In her report on President Zuma's homestead, Thuli Madonsela has documented a damning trail of maladministration by state ministers and officials.

Public protector Thuli Madonsela said

Public protector Thuli Madonsela's report uncovered a trail of maladministration, from ministers to officials, starting with a lack of basic knowledge about the laws and policies governing security upgrades for projects such as President Jacob Zuma's Nkandla homestead. 

Madonsela said on Wednesday, during a media briefing of her office's findings, that "systemic" policy gaps and "administrative deficiencies" had led to the inflation of costs.
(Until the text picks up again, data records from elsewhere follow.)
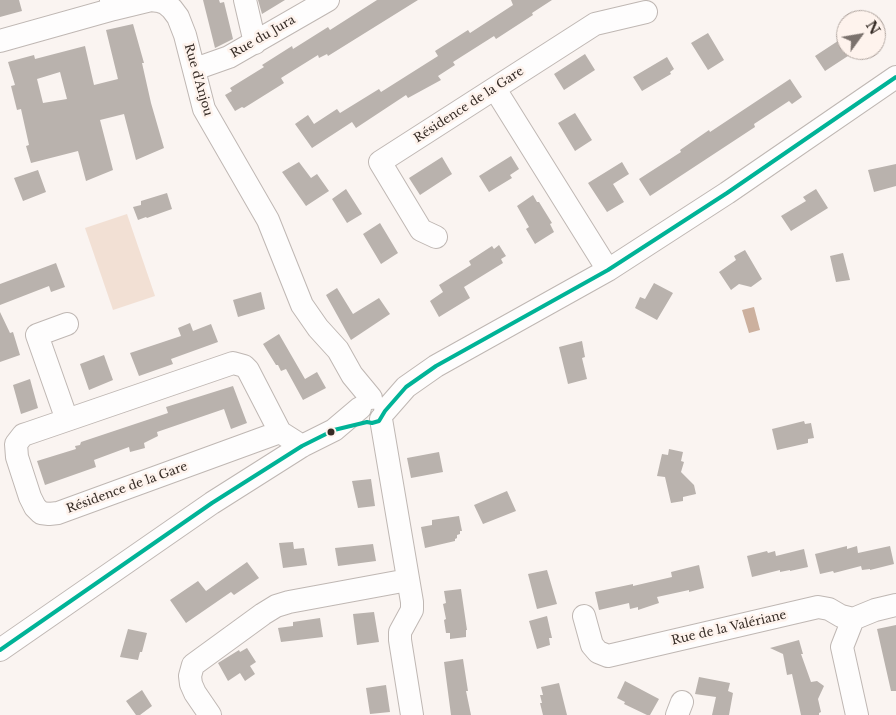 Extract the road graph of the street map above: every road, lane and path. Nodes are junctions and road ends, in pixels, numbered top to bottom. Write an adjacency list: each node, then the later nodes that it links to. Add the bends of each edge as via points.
1 (245, 0): 6 (street)
2 (328, 0): 6 (street, Rue du Jura)
3 (113, 5): 5 (street, Rue d'Anjou); 7 (street, Rue d'Anjou, via 151,0 165,3 180,22)
4 (646, 12): 9 (street, Résidence de la Gare, via 595,24)
5 (0, 41)
6 (255, 43): 7 (street, Rue du Jura, via 229,57)
7 (195, 69): 13 (street, Rue d'Anjou, via 204,109 268,220 302,305 338,350)
8 (896, 77): 11 (street)
9 (495, 89): 10 (street, Résidence de la Gare, via 380,162 421,230); 11 (street)
10 (436, 237)
11 (608, 270): 13 (street, via 438,365)
12 (67, 324): 14 (street, via 37,335)
13 (372, 411): 16 (street, via 351,427 334,430); 17 (street, Rue d'Anjou, via 385,446)
14 (67, 420): 15 (street, Résidence de la Gare, via 233,363 248,370); 15 (street, Résidence de la Gare, via 23,435 16,444 30,497 41,513 58,513)
15 (280, 432): 16 (street)
16 (302, 446): 21 (street, via 212,503)
17 (408, 580): 22 (street, via 289,602 263,614 193,665 191,684); 23 (street, Rue d'Anjou, via 412,610 400,632 400,640)
18 (896, 605): 20 (street)
19 (584, 616): 20 (street, Rue de la Valériane, via 592,645 608,656 818,607)
20 (853, 619): 24 (street, via 842,647)
21 (0, 650)
22 (210, 715)
23 (412, 715)
24 (857, 715)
"Key among these being the absence of a cap and an integrated instrument such as the ministerial handbook, where all permissible measures can be found."

The Cabinet policy of 2003 is problematic because it applies to presidents, former presidents, deputy presidents and former deputy presidents.

"The risk of unbridled expenditure in the future is very real and needs immediate curbing."

What constitutes maladministration?
Madonsela instructed Police Minister Nathi Mthethwa to urgently institute a review of the National Key Points Act and to stop any further spending on Nkandla.

The minister of public works at the time, Geoff Doidge, gave Zuma the wrong information about the legal prescripts governing the Nkandla upgrades. The minister of police was no better, she said.

"The minister of police failed to properly apply his mind when signing the declaration of President Jacob Zuma's private residence as a national key point, directing the president to implement security measures at [his] own cost or to properly modify the declaration. This constitutes maladministration."

She said Doidge and Mthethwa "could have provided better executive leadership, especially with regard to speedily assessing the extent and cost of the Nkandla project, particularly when the media broke the story in 2009, and taking decisive measures to curb excessive expenditure."

This also amounted to maladministration, she said.

Supply chain management errors
Officials at the department of public works officials also did not know the basic legal framework surrounding the Nkandla upgrades, Madonsela said.

Many supply chain management errors were therefore allowed to occur: tenders were not advertised, contractors were not properly vetted and costs continued to escalate.

Madonsela also found that funds were transferred from two programmes to build Nkandla – an inner city regeneration programme and "dolomite risk management programme" at the department of public works. This constituted maladministration.